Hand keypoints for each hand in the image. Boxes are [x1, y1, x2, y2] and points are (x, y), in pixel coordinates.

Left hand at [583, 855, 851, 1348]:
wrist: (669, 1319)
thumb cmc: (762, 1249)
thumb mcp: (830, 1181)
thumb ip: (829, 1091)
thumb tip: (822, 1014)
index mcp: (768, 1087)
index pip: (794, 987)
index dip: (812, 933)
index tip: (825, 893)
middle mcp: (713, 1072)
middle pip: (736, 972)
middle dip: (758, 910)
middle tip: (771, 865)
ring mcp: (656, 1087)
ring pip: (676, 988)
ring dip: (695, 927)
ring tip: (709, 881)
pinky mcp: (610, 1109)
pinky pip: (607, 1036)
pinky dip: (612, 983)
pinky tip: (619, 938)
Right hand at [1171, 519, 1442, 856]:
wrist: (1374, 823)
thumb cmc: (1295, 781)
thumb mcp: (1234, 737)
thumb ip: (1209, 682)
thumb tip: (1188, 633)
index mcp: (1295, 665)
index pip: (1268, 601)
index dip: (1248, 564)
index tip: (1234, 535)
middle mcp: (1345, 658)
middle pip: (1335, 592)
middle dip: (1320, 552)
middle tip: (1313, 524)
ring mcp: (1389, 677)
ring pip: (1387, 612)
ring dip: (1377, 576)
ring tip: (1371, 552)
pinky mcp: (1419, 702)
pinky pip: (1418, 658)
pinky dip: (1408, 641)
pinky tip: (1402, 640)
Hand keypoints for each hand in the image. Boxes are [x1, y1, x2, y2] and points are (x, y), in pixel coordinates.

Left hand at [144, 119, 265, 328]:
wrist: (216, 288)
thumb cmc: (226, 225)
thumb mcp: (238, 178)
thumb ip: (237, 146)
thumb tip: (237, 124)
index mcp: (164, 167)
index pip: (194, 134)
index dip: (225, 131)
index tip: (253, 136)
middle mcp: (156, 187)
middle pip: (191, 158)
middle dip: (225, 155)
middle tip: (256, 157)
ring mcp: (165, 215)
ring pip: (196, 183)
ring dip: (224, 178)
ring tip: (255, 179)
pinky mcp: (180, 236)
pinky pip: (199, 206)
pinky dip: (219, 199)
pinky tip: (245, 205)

---

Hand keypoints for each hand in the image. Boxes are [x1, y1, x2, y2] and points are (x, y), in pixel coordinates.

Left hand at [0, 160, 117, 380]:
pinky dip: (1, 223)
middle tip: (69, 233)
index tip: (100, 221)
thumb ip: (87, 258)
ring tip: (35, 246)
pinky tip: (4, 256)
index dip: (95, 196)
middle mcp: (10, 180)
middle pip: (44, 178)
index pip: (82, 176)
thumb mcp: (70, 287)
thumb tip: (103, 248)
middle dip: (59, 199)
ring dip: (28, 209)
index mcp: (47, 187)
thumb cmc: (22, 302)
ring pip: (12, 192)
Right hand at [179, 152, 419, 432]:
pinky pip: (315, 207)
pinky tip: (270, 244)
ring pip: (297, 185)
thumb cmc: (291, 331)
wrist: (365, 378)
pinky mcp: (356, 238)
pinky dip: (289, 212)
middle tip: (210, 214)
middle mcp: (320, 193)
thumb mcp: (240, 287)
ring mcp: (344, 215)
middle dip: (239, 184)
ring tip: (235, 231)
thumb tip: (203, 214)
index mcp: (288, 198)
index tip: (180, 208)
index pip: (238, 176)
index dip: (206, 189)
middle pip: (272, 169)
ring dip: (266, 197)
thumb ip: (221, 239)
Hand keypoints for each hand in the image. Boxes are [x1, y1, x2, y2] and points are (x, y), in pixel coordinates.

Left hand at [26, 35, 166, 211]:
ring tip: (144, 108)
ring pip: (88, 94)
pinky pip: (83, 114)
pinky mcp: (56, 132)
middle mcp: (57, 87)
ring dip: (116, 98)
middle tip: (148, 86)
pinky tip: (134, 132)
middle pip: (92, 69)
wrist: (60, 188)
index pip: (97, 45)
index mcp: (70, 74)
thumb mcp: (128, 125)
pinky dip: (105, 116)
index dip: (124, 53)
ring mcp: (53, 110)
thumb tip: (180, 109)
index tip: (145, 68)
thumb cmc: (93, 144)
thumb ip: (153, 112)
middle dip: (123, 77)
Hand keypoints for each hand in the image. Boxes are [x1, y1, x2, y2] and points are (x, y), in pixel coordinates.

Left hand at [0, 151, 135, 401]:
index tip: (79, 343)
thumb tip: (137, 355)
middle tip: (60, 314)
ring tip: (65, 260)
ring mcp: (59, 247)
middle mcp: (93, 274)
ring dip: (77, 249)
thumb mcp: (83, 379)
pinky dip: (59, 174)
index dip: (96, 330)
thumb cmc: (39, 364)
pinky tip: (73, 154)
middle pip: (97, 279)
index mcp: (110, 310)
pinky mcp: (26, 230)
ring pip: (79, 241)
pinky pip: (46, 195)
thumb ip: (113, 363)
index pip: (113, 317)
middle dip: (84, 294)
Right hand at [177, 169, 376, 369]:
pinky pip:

--

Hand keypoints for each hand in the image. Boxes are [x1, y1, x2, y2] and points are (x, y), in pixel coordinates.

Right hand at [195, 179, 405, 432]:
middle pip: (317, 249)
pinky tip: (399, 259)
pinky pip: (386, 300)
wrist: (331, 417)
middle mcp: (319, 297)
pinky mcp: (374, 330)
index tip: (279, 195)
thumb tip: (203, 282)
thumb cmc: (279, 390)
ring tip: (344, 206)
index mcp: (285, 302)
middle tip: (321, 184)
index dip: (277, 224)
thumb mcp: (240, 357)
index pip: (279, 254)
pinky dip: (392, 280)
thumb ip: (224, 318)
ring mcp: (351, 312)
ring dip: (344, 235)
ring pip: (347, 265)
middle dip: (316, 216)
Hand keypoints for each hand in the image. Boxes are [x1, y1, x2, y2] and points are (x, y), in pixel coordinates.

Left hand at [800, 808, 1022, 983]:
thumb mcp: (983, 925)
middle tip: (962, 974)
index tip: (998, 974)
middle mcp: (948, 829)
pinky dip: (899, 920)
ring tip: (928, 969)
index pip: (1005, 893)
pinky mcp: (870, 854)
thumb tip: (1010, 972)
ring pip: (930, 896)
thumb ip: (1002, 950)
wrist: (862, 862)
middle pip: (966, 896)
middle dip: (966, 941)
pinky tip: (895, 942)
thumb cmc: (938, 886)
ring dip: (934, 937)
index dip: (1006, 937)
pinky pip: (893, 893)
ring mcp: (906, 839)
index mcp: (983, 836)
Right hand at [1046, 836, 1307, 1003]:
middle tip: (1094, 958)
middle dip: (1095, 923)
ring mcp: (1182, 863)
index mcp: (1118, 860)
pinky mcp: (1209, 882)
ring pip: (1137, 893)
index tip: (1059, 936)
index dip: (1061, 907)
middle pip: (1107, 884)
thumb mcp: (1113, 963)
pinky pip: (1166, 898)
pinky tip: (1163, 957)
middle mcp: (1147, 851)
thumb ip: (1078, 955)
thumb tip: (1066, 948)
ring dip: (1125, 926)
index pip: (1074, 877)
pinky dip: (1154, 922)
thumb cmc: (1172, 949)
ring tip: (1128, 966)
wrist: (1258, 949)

**Task statement**
Find the string "wrist" in the lines above and count those lines. Give only that count.

**Answer to this exercise**
8